▶ [ACTIVITY]
Go through the records that follow and tally the lines with "main" in them; answer with the number alone.

(Data extracted from a collection)

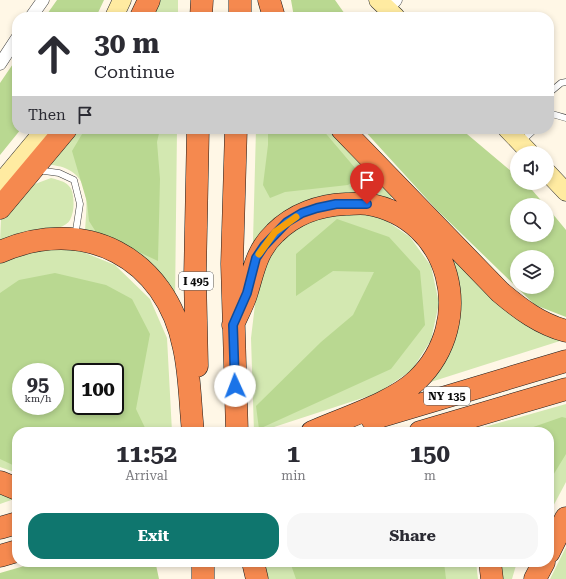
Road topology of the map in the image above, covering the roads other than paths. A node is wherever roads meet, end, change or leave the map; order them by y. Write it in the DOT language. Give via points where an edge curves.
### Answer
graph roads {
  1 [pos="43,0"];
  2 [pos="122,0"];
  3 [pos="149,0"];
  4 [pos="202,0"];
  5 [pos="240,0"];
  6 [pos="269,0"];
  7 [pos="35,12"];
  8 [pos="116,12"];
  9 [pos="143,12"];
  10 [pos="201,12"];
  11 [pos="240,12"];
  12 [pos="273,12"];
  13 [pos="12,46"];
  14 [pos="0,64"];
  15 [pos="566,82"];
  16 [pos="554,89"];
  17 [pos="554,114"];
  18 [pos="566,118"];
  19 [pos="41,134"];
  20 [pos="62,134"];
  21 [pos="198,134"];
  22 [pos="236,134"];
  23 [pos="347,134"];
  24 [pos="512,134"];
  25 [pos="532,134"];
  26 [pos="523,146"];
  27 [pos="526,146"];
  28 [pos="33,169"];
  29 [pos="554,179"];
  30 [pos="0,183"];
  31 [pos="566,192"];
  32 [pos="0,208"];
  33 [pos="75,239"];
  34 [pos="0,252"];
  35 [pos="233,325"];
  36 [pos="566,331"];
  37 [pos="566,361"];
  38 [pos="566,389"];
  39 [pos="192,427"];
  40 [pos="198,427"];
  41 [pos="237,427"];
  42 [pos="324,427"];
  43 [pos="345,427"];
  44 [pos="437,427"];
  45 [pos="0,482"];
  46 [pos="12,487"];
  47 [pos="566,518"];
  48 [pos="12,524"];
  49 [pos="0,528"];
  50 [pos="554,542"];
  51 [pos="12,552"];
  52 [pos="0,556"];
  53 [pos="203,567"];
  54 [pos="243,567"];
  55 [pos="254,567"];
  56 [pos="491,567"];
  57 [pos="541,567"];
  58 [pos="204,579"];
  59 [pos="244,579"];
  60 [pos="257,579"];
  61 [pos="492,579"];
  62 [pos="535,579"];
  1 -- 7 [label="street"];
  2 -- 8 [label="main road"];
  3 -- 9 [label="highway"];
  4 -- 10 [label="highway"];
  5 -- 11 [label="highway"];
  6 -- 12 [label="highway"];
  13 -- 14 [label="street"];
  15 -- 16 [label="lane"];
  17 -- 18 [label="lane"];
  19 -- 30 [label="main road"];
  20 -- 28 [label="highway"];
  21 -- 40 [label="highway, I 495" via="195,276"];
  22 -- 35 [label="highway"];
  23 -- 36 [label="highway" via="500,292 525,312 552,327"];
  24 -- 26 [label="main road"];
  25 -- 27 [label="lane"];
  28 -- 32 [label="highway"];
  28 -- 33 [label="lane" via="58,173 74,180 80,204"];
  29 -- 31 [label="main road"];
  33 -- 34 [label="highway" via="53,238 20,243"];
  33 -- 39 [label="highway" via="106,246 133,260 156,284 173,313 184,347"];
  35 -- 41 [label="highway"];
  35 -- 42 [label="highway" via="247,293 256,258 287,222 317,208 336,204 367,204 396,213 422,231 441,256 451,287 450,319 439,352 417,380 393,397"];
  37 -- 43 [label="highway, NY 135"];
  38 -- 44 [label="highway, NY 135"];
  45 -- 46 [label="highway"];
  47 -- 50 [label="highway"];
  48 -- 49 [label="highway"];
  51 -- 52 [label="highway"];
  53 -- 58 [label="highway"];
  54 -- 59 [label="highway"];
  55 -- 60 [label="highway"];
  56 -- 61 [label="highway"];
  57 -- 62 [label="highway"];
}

▶ [EXPECTED ANSWER]
4